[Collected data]
::::::
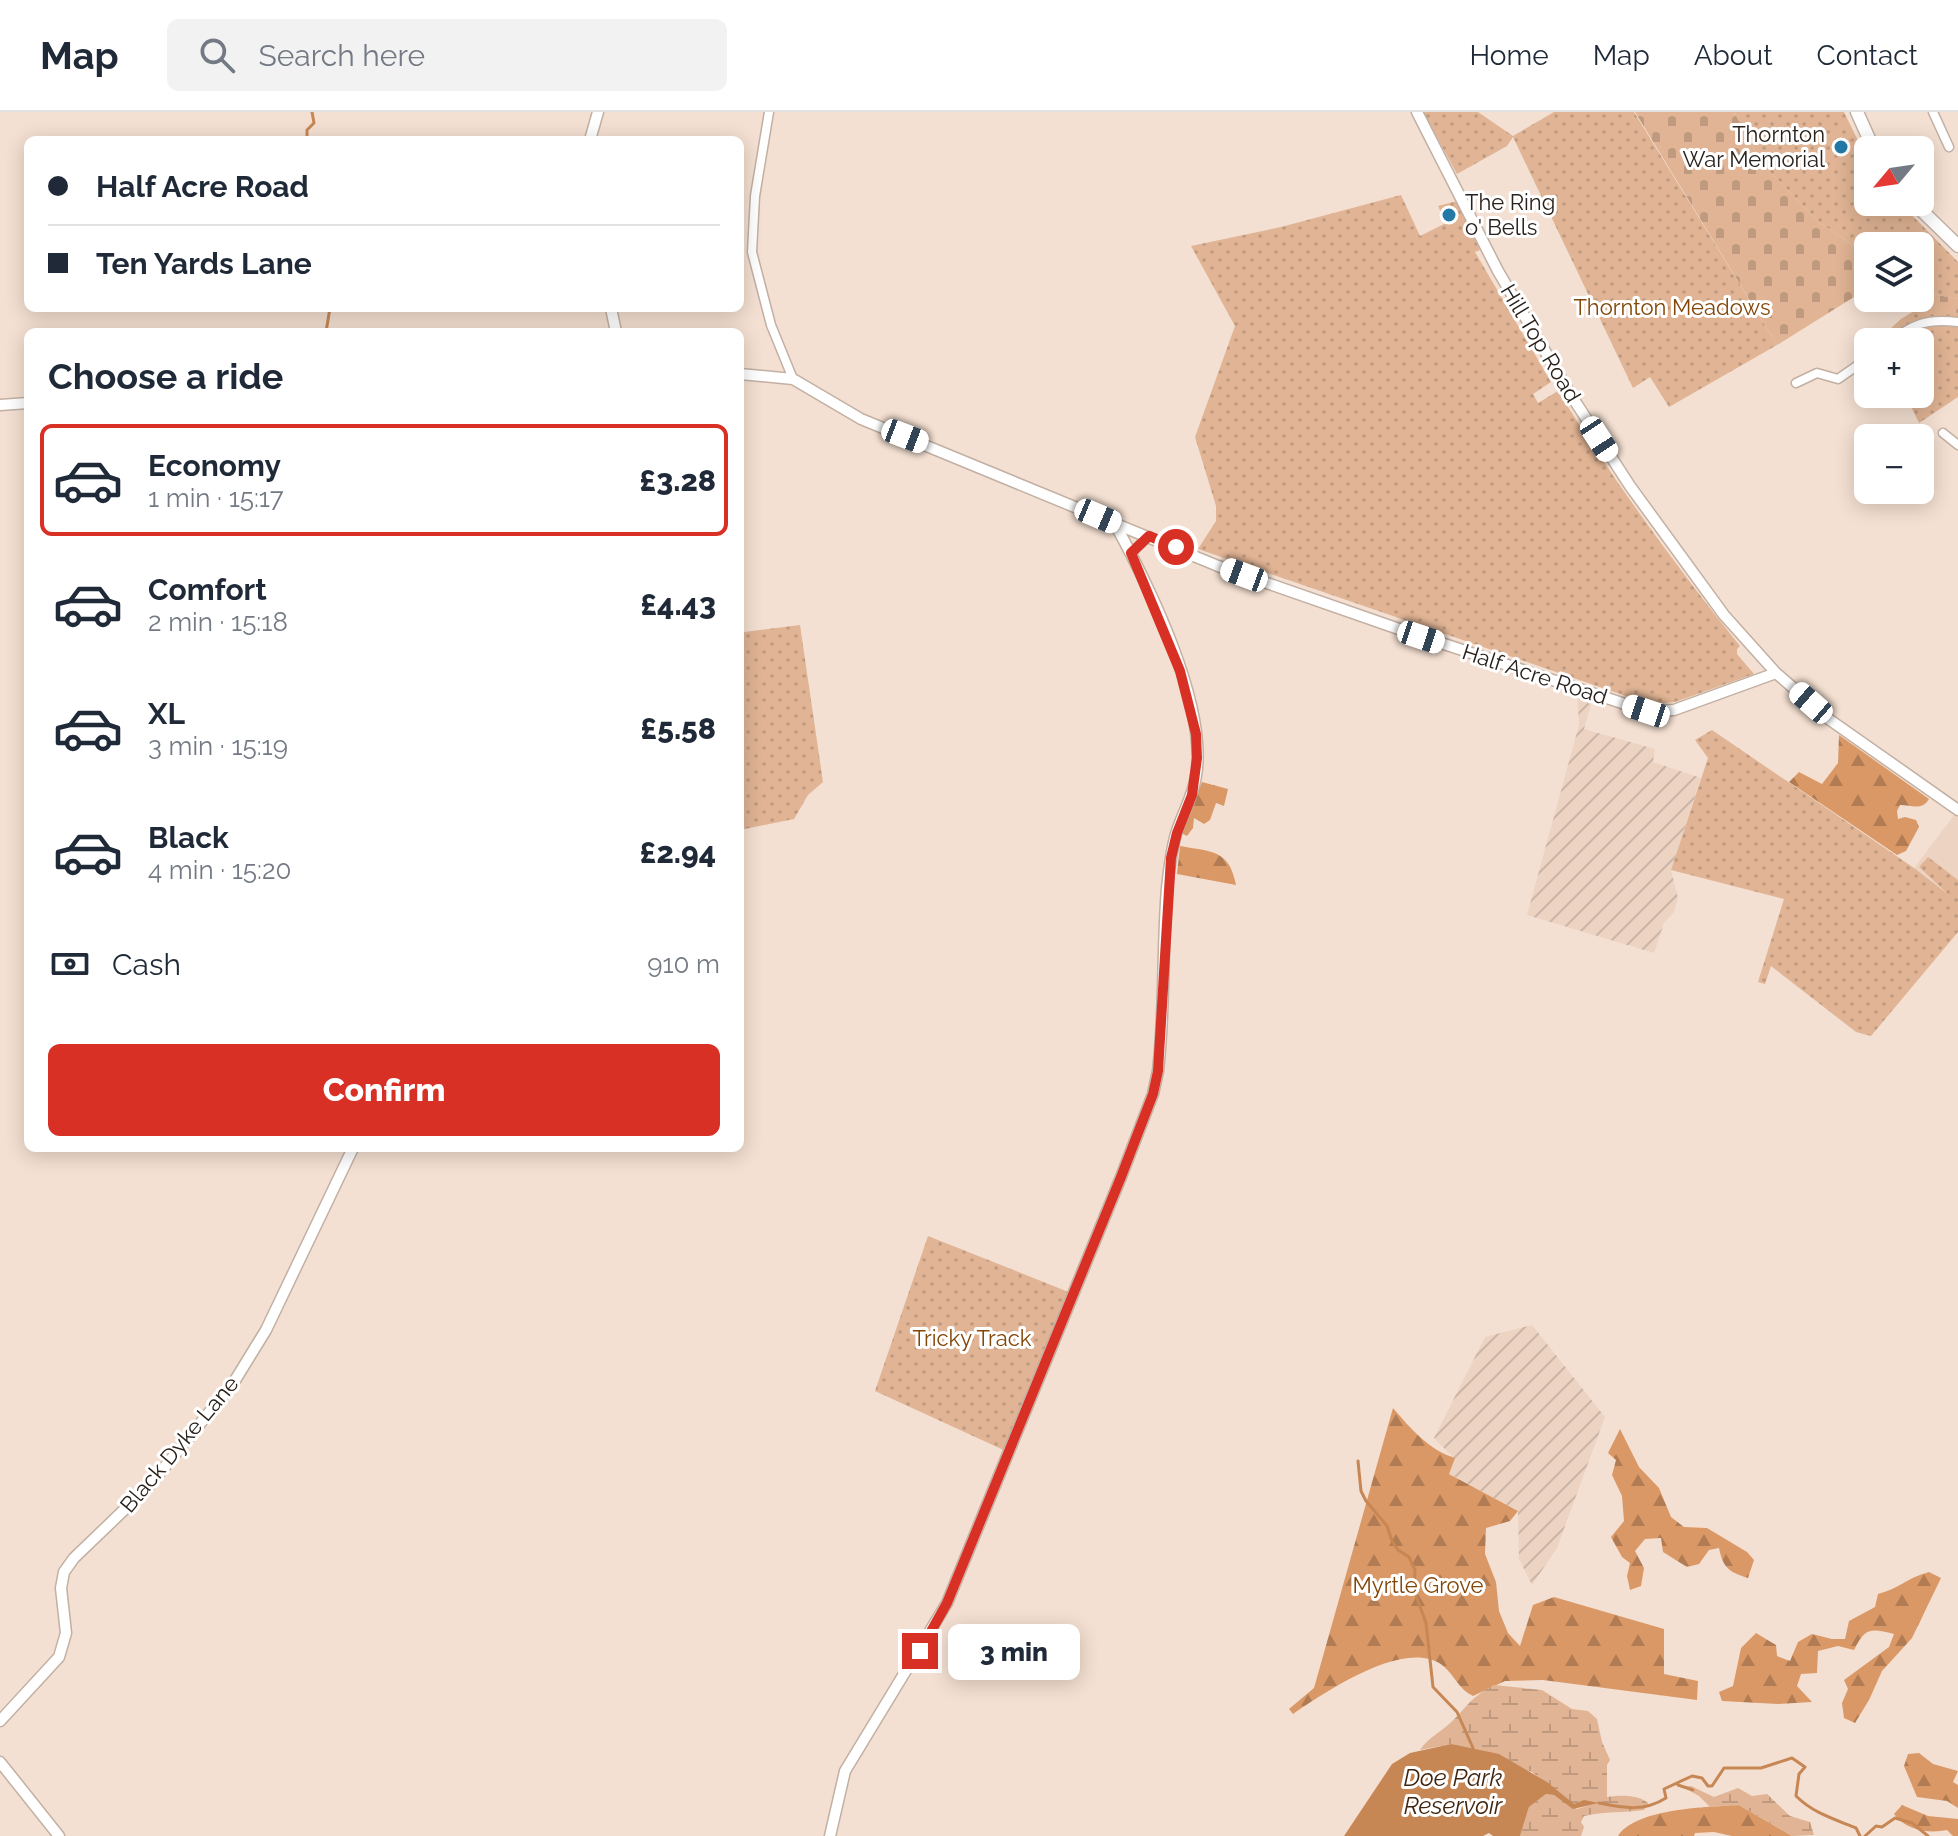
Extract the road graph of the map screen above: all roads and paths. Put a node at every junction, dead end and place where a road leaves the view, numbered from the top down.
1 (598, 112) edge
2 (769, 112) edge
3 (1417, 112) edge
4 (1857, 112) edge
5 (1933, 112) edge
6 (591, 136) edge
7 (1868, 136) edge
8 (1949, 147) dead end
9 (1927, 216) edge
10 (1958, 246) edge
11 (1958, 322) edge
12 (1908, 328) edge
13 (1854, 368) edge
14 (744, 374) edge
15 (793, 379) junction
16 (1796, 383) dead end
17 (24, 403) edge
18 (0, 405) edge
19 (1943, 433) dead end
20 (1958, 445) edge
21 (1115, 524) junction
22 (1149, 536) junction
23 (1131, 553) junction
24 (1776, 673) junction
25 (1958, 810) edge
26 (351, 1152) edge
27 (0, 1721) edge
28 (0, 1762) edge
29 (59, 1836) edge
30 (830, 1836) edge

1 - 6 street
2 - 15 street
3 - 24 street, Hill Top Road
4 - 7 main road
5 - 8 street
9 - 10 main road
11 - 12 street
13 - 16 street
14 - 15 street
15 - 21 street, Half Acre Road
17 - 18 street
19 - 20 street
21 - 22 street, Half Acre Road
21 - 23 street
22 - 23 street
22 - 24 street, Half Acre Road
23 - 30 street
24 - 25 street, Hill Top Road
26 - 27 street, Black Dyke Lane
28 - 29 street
::::::
### Required action
Output every record above exactly as written, but skip the pictures.

### Task result
Extract the road graph of the map screen above: all roads and paths. Put a node at every junction, dead end and place where a road leaves the view, numbered from the top down.
1 (598, 112) edge
2 (769, 112) edge
3 (1417, 112) edge
4 (1857, 112) edge
5 (1933, 112) edge
6 (591, 136) edge
7 (1868, 136) edge
8 (1949, 147) dead end
9 (1927, 216) edge
10 (1958, 246) edge
11 (1958, 322) edge
12 (1908, 328) edge
13 (1854, 368) edge
14 (744, 374) edge
15 (793, 379) junction
16 (1796, 383) dead end
17 (24, 403) edge
18 (0, 405) edge
19 (1943, 433) dead end
20 (1958, 445) edge
21 (1115, 524) junction
22 (1149, 536) junction
23 (1131, 553) junction
24 (1776, 673) junction
25 (1958, 810) edge
26 (351, 1152) edge
27 (0, 1721) edge
28 (0, 1762) edge
29 (59, 1836) edge
30 (830, 1836) edge

1 - 6 street
2 - 15 street
3 - 24 street, Hill Top Road
4 - 7 main road
5 - 8 street
9 - 10 main road
11 - 12 street
13 - 16 street
14 - 15 street
15 - 21 street, Half Acre Road
17 - 18 street
19 - 20 street
21 - 22 street, Half Acre Road
21 - 23 street
22 - 23 street
22 - 24 street, Half Acre Road
23 - 30 street
24 - 25 street, Hill Top Road
26 - 27 street, Black Dyke Lane
28 - 29 street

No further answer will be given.